**Entries provided**
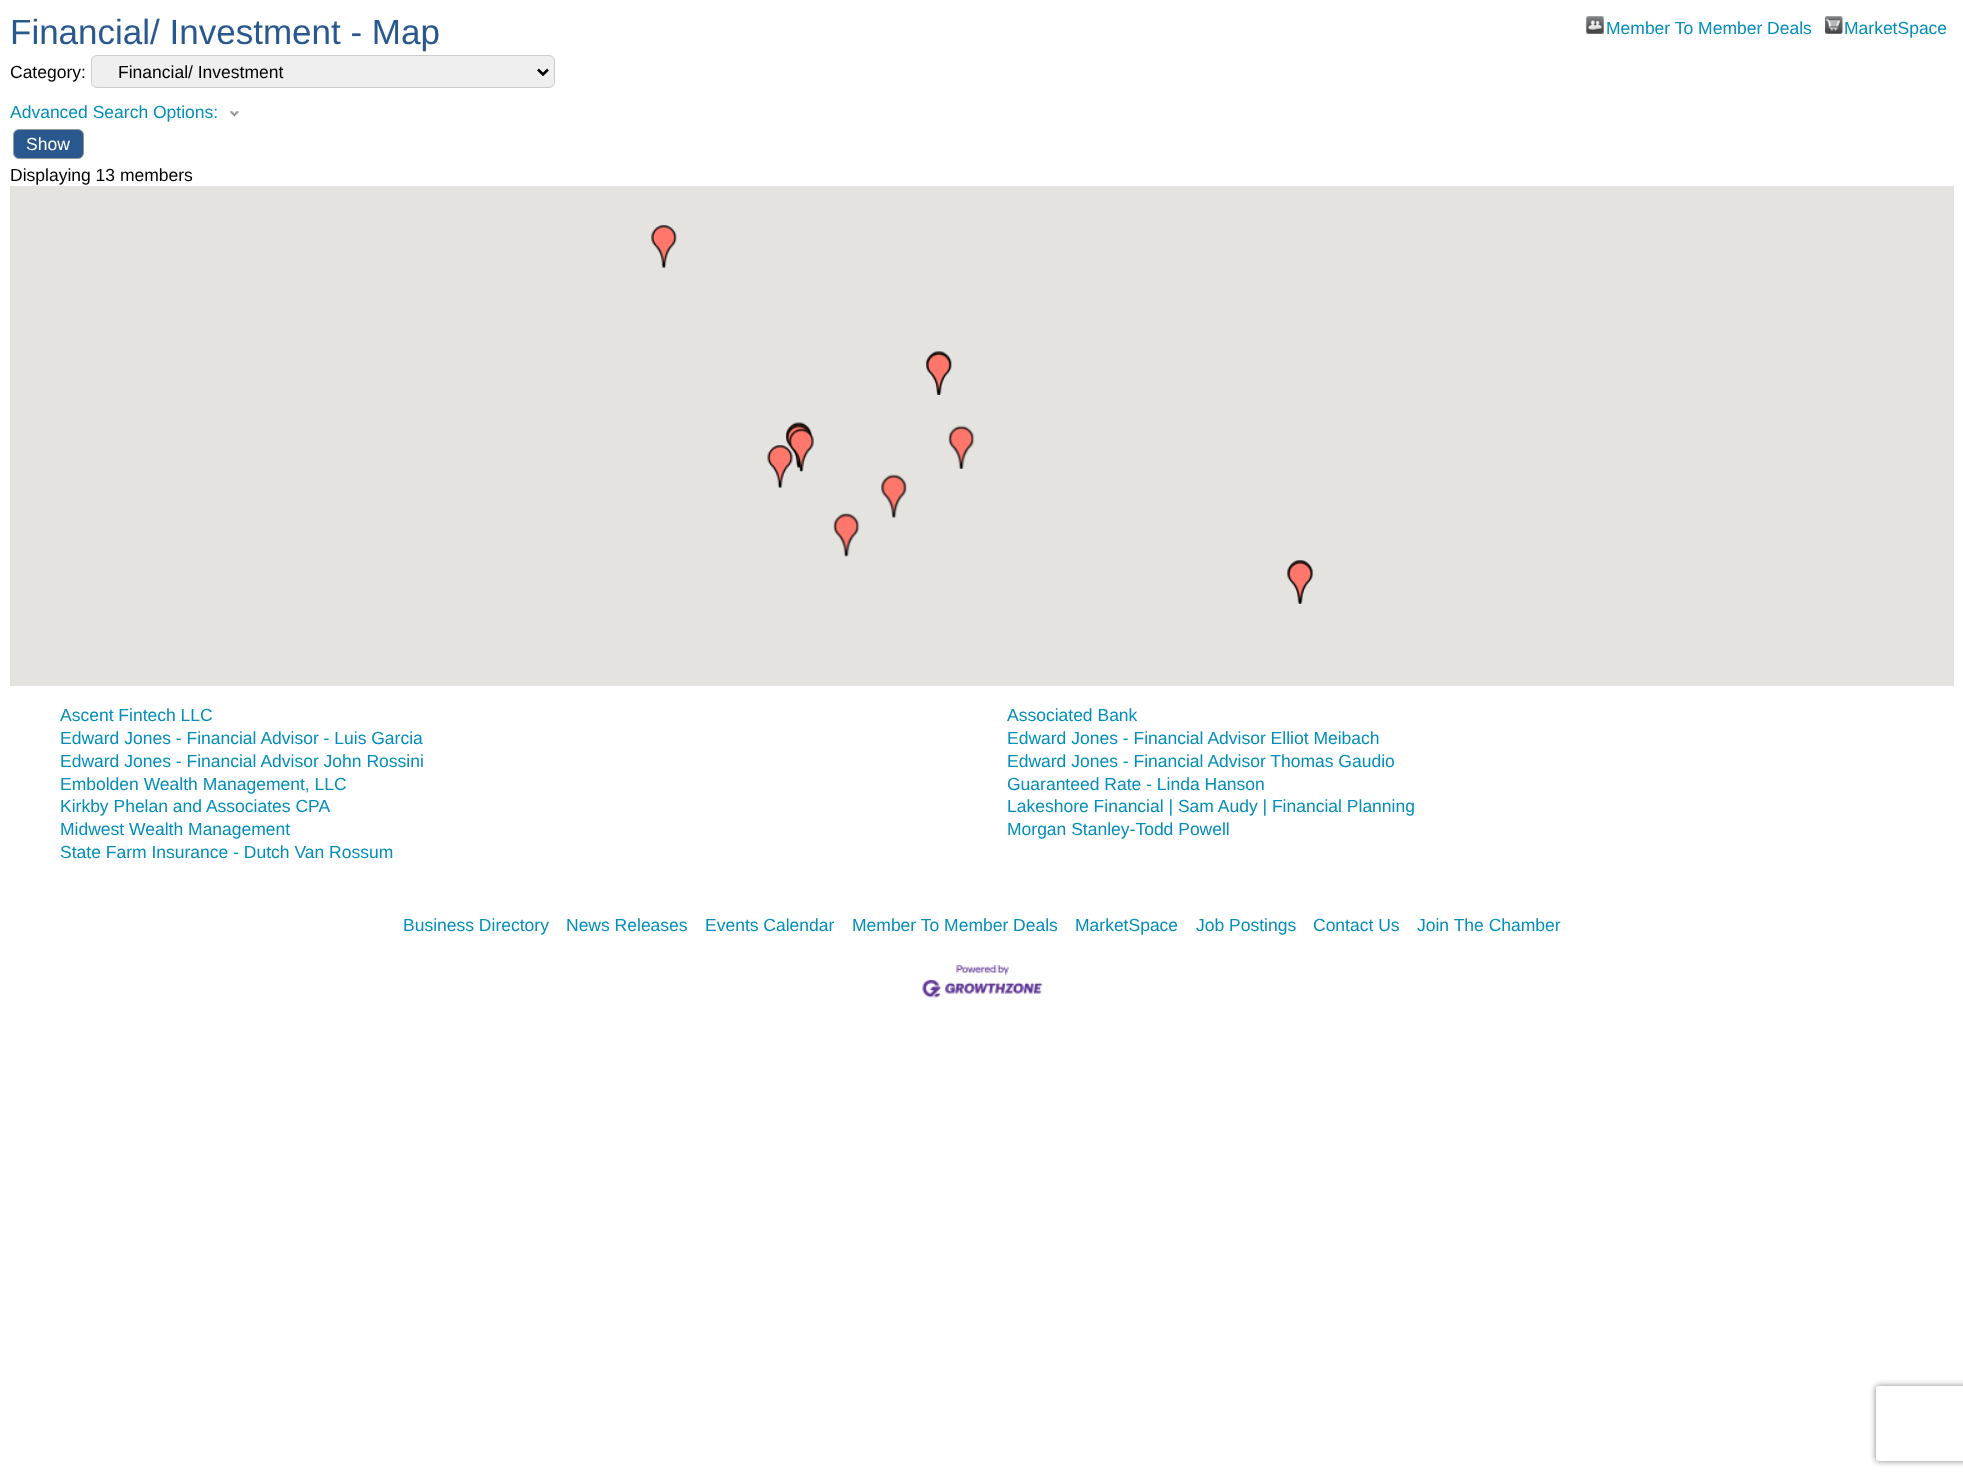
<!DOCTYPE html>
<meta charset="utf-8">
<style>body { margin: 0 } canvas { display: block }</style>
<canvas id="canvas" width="1963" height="1478"></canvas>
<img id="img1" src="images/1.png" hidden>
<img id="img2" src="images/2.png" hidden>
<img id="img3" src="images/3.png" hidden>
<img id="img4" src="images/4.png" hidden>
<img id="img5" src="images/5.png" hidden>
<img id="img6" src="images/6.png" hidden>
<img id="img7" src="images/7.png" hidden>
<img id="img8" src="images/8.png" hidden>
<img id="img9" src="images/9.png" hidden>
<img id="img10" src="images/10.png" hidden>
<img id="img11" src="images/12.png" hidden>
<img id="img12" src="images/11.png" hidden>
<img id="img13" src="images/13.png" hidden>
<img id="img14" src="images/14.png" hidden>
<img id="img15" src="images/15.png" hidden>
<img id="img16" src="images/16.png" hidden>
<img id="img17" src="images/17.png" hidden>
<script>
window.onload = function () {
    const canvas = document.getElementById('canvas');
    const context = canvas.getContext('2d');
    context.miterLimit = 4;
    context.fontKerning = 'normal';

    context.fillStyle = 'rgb(255, 255, 255)';
    context.fillRect(0, 0, 1963, 1478);
    context.drawImage(document.getElementById('img1'), 1586, 16, 18, 18);
    context.drawImage(document.getElementById('img2'), 1825, 16, 18, 18);
    context.fillStyle = 'rgb(239, 239, 239)';
    context.beginPath();
    context.roundRect(91.5, 55.5, 463, 32, 5.5);
    context.fill();
    context.strokeStyle = 'rgb(204, 204, 204)';
    context.stroke();
    context.beginPath();
    context.moveTo(538, 69.5);
    context.lineTo(543, 74.5);
    context.lineTo(548, 69.5);
    context.strokeStyle = 'rgb(0, 0, 0)';
    context.lineWidth = 2.5;
    context.stroke();
    context.drawImage(document.getElementById('img3'), 229, 111, 10, 6);
    context.fillStyle = 'rgb(41, 88, 142)';
    context.beginPath();
    context.roundRect(13.5, 129.5, 70, 29, 5.5);
    context.fill();
    context.strokeStyle = 'rgb(153, 153, 153)';
    context.lineWidth = 1;
    context.stroke();
    context.fillStyle = 'rgb(229, 227, 223)';
    context.fillRect(10, 186, 1944, 500);
    context.drawImage(document.getElementById('img4'), 651, 225, 26, 43);
    context.drawImage(document.getElementById('img5'), 926, 351, 26, 43);
    context.drawImage(document.getElementById('img6'), 926, 352, 26, 43);
    context.drawImage(document.getElementById('img7'), 786, 422, 26, 43);
    context.drawImage(document.getElementById('img8'), 786, 423, 26, 44);
    context.drawImage(document.getElementById('img9'), 786, 425, 26, 43);
    context.drawImage(document.getElementById('img10'), 948, 425, 27, 44);
    context.drawImage(document.getElementById('img11'), 788, 428, 26, 44);
    context.drawImage(document.getElementById('img12'), 767, 445, 26, 43);
    context.drawImage(document.getElementById('img13'), 881, 474, 26, 44);
    context.drawImage(document.getElementById('img14'), 833, 513, 27, 44);
    context.drawImage(document.getElementById('img15'), 1287, 560, 26, 43);
    context.drawImage(document.getElementById('img16'), 1287, 561, 26, 43);
    context.drawImage(document.getElementById('img17'), 922, 964, 121, 34);
    context.save();
    context.beginPath();
    context.moveTo(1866, 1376);
    context.lineTo(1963, 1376);
    context.lineTo(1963, 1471);
    context.lineTo(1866, 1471);
    context.closePath();
    context.moveTo(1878.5, 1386);
    context.lineTo(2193.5, 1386);
    context.bezierCurveTo(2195, 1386, 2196, 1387, 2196, 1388.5);
    context.lineTo(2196, 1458.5);
    context.bezierCurveTo(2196, 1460, 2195, 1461, 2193.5, 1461);
    context.lineTo(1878.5, 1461);
    context.bezierCurveTo(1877, 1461, 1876, 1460, 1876, 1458.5);
    context.lineTo(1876, 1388.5);
    context.bezierCurveTo(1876, 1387, 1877, 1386, 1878.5, 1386);
    context.closePath();
    context.clip('evenodd');
    context.fillStyle = 'rgb(128, 128, 128)';
    context.filter = 'blur(3px)';
    context.beginPath();
    context.roundRect(1876, 1386, 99, 75, 2.5);
    context.fill();
    context.filter = 'none';
    context.restore();
    context.font = '35px Liberation Sans';
    context.fillStyle = 'rgb(41, 88, 142)';
    context.fillText('Financial/ Investment - Map', 10, 44);
    context.font = '17.5px Liberation Sans';
    context.fillStyle = 'rgb(3, 141, 186)';
    context.fillText('Member To Member Deals', 1606, 34);
    context.fillText('MarketSpace', 1844, 34);
    context.fillStyle = 'rgb(0, 0, 0)';
    context.fillText('Category:', 10, 78);
    context.fillText('Financial/ Investment', 118, 78);
    context.fillStyle = 'rgb(3, 141, 186)';
    context.fillText('Advanced Search Options:', 10, 118);
    context.fillStyle = 'rgb(255, 255, 255)';
    context.fillText('Show', 26, 150);
    context.fillStyle = 'rgb(0, 0, 0)';
    context.fillText('Displaying 13 members', 10, 181);
    context.fillStyle = 'rgb(3, 141, 186)';
    context.fillText('Ascent Fintech LLC', 60, 721);
    context.fillText('Associated Bank', 1007, 721);
    context.fillText('Edward Jones - Financial Advisor - Luis Garcia', 60, 744);
    context.fillText('Edward Jones - Financial Advisor Elliot Meibach', 1007, 744);
    context.fillText('Edward Jones - Financial Advisor John Rossini', 60, 767);
    context.fillText('Edward Jones - Financial Advisor Thomas Gaudio', 1007, 767);
    context.fillText('Embolden Wealth Management, LLC', 60, 790);
    context.fillText('Guaranteed Rate - Linda Hanson', 1007, 790);
    context.fillText('Kirkby Phelan and Associates CPA', 60, 812);
    context.fillText('Lakeshore Financial | Sam Audy | Financial Planning', 1007, 812);
    context.fillText('Midwest Wealth Management', 60, 835);
    context.fillText('Morgan Stanley-Todd Powell', 1007, 835);
    context.fillText('State Farm Insurance - Dutch Van Rossum', 60, 858);
    context.fillText('Business Directory', 403, 931);
    context.fillText('News Releases', 566, 931);
    context.fillText('Events Calendar', 705, 931);
    context.fillText('Member To Member Deals', 852, 931);
    context.fillText('MarketSpace', 1075, 931);
    context.fillText('Job Postings', 1196, 931);
    context.fillText('Contact Us', 1313, 931);
    context.fillText('Join The Chamber', 1417, 931);
};
</script>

**Problem to work on**
Gather each line in the entries above where the string "const" is found.

**Solved problem**
    const canvas = document.getElementById('canvas');
    const context = canvas.getContext('2d');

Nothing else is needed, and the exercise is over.